■ WHAT THE TASK ASKS:
After reading the data below, copy out every line that contains the word "points".

■ DATA EXCERPTS:

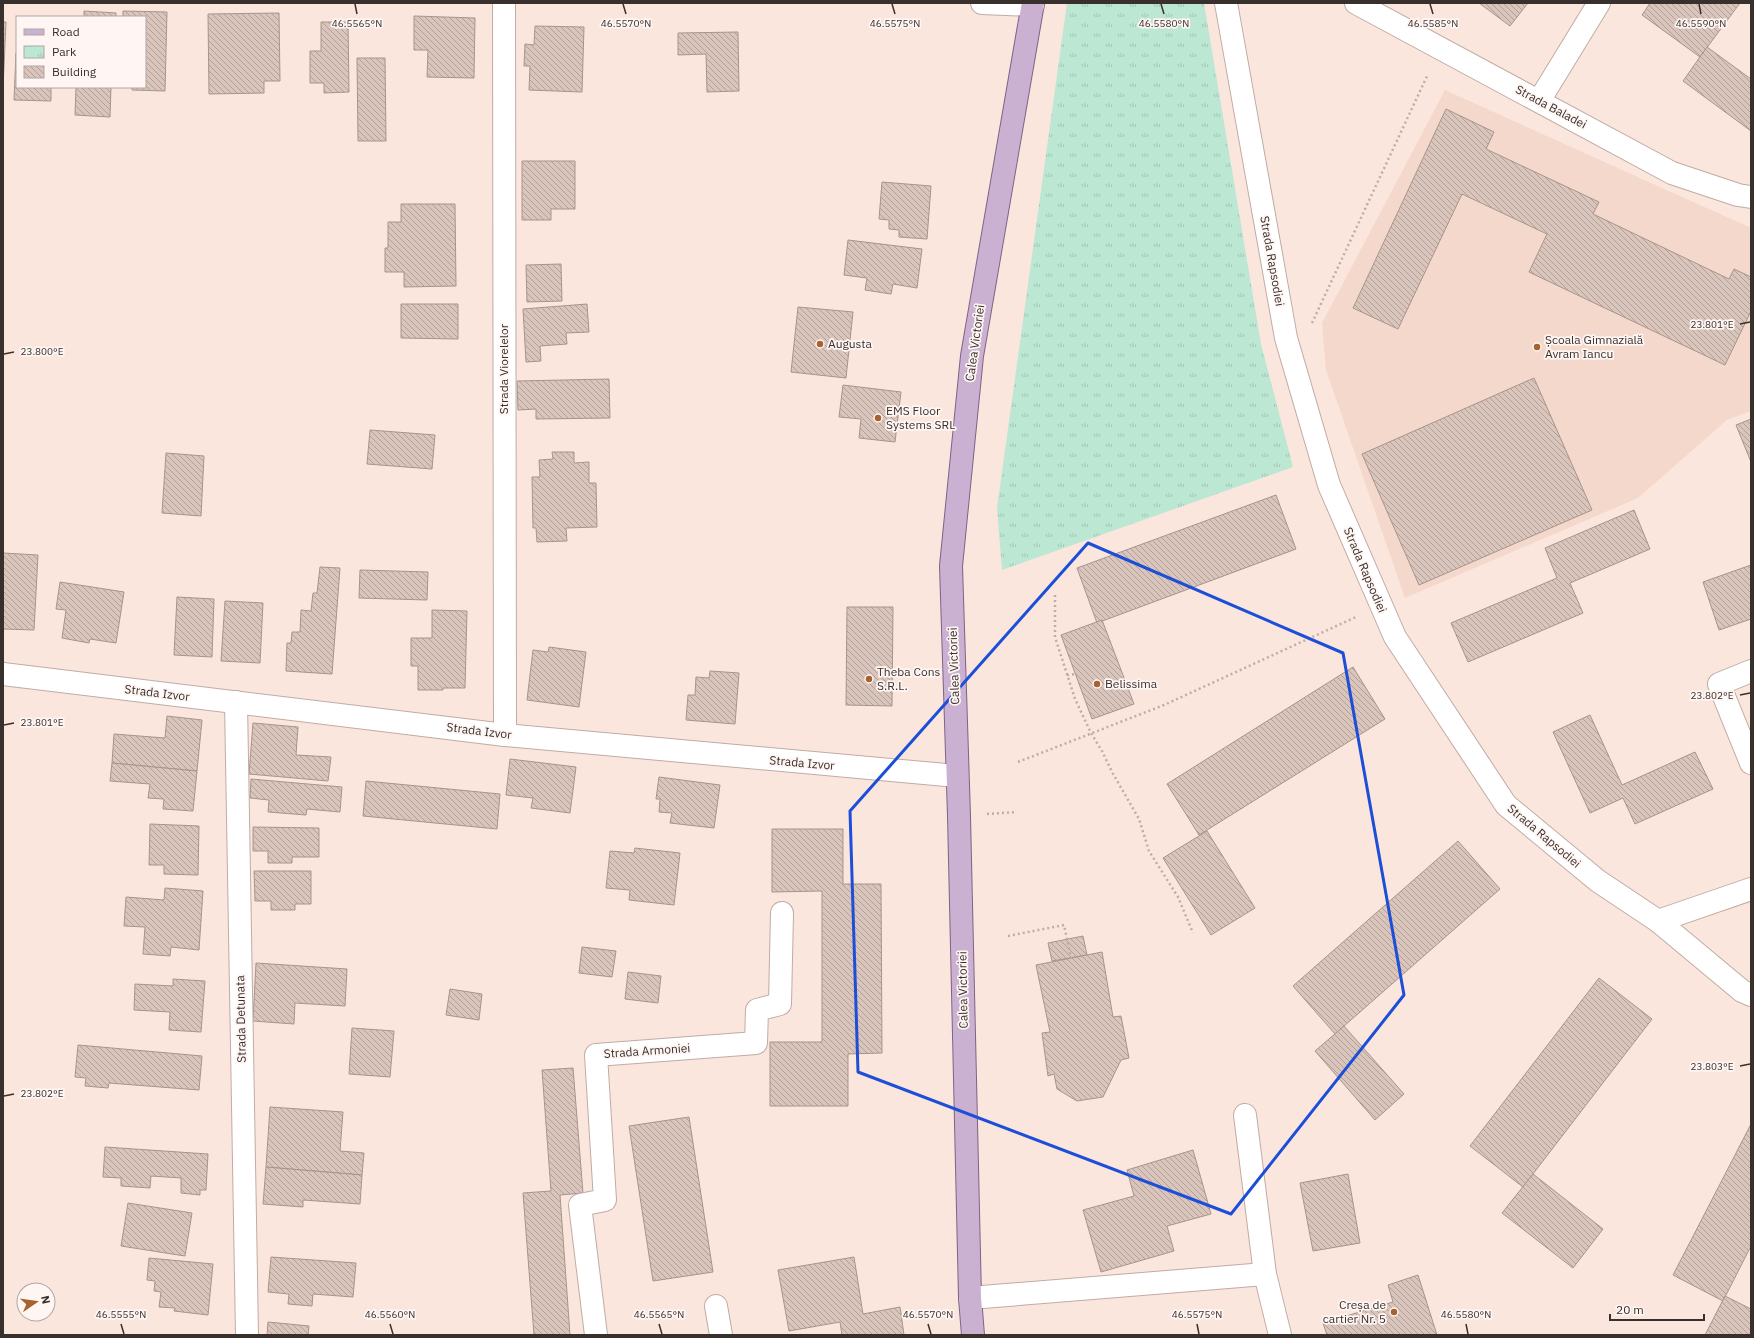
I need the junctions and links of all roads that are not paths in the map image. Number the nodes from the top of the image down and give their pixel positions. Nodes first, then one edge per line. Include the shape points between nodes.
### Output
1 (504, 3) edge
2 (982, 3) edge
3 (1226, 3) edge
4 (1356, 3) edge
5 (1599, 3) edge
6 (1033, 4) edge
7 (1539, 101) junction
8 (1751, 197) edge
9 (1751, 671) edge
10 (3, 674) edge
11 (236, 702) junction
12 (505, 735) junction
13 (1751, 764) edge
14 (957, 776) junction
15 (1751, 889) edge
16 (782, 913) dead end
17 (1658, 921) junction
18 (1751, 995) edge
19 (1245, 1115) dead end
20 (1265, 1274) junction
21 (970, 1298) junction
22 (716, 1306) dead end
23 (247, 1335) edge
24 (596, 1335) edge
25 (721, 1335) edge
26 (973, 1335) edge
27 (1280, 1335) edge

1 - 12 street, Strada Viorelelor
2 - 6 street
3 - 17 street, Strada Rapsodiei via 1286,338 1329,485 1380,606 1395,637 1506,805 1598,881
4 - 7 street, Strada Baladei
5 - 7 street
6 - 14 main road, Calea Victoriei via 972,356 952,551
7 - 8 street, Strada Baladei via 1672,173
9 - 13 street via 1719,684
10 - 11 street, Strada Izvor
11 - 12 street, Strada Izvor
11 - 23 street, Strada Detunata
12 - 14 street, Strada Izvor
14 - 21 main road, Calea Victoriei
15 - 17 street
16 - 24 street, Strada Armoniei via 780,1004 757,1010 756,1043 596,1055 605,1200 580,1205
17 - 18 street, Strada Rapsodiei via 1742,991
19 - 20 street
20 - 21 street
20 - 27 street
21 - 26 main road, Calea Victoriei
22 - 25 street

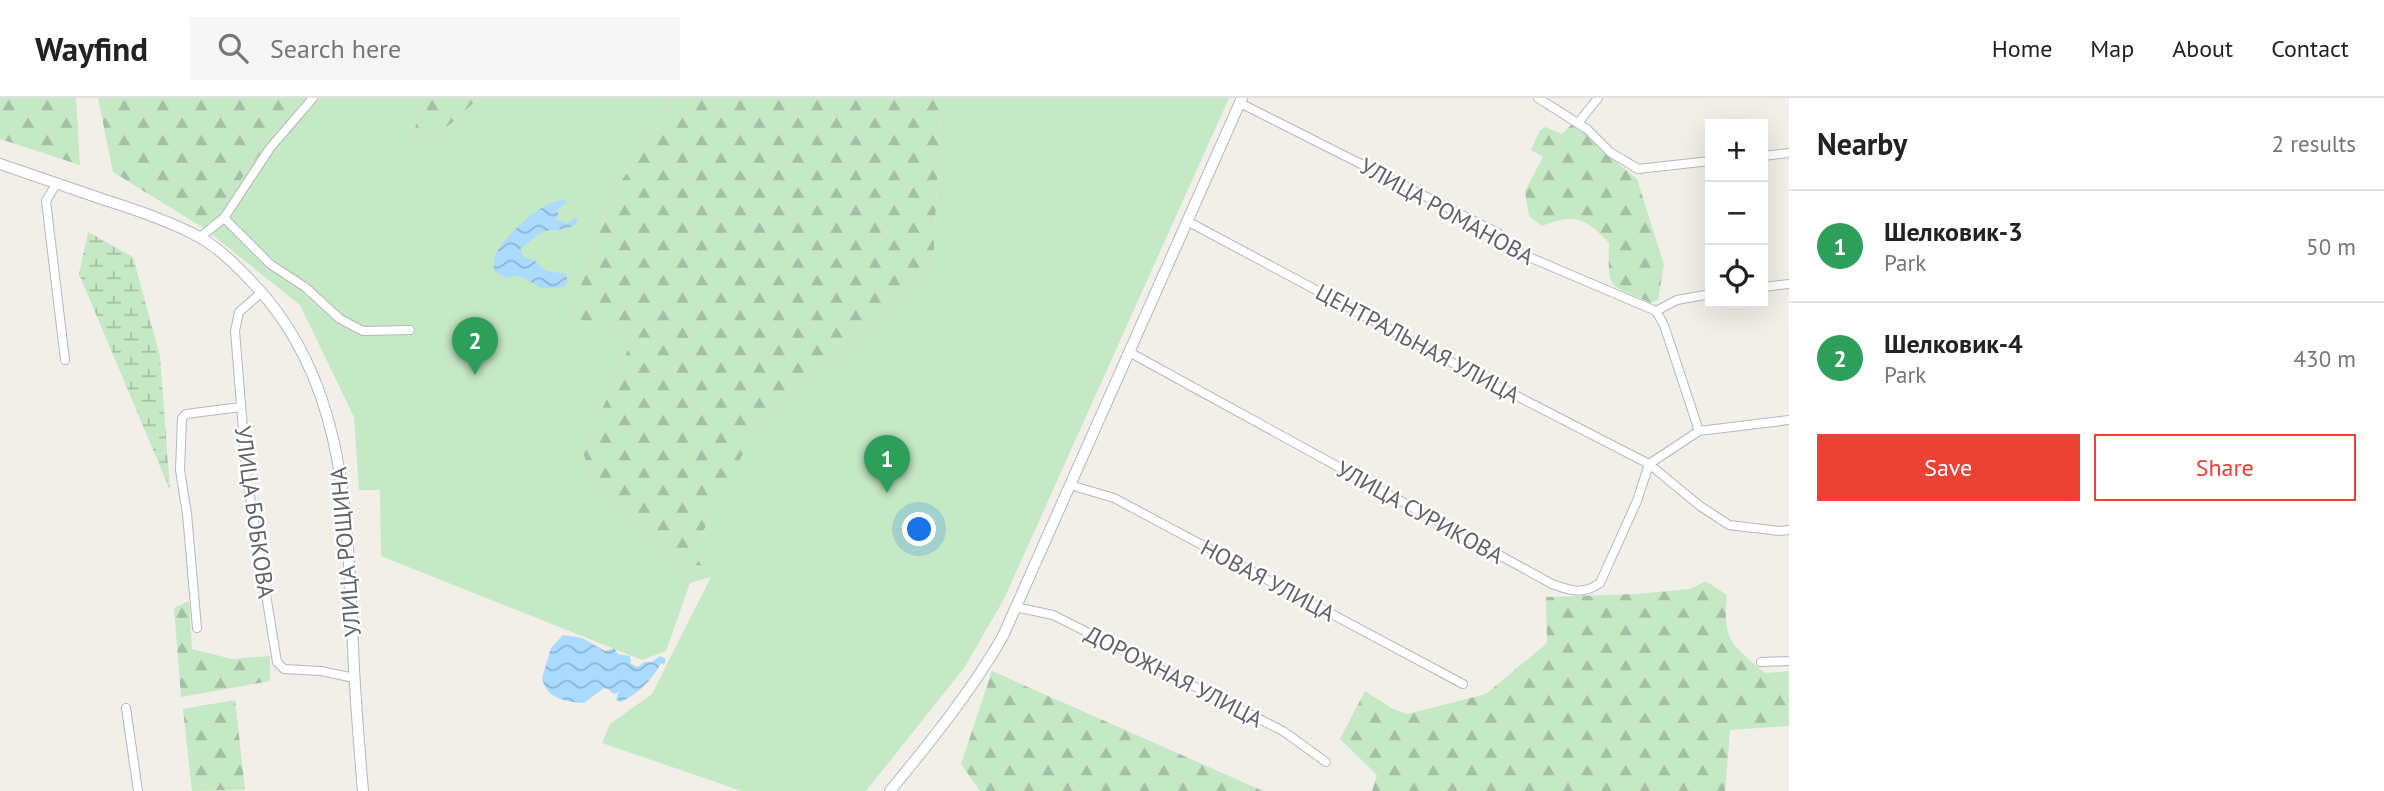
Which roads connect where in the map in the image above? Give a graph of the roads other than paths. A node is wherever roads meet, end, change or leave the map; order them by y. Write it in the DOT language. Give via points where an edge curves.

■ RESULT OF THE EXERCISE:
I need the junctions and links of all roads that are not paths in the map image. Number the nodes from the top of the image down and give their pixel positions. Nodes first, then one edge per line. Include the shape points between nodes.
Which roads connect where in the map in the image above? Give a graph of the roads other than paths. A node is wherever roads meet, end, change or leave the map; order them by y. Write it in the DOT language. Give via points where an edge curves.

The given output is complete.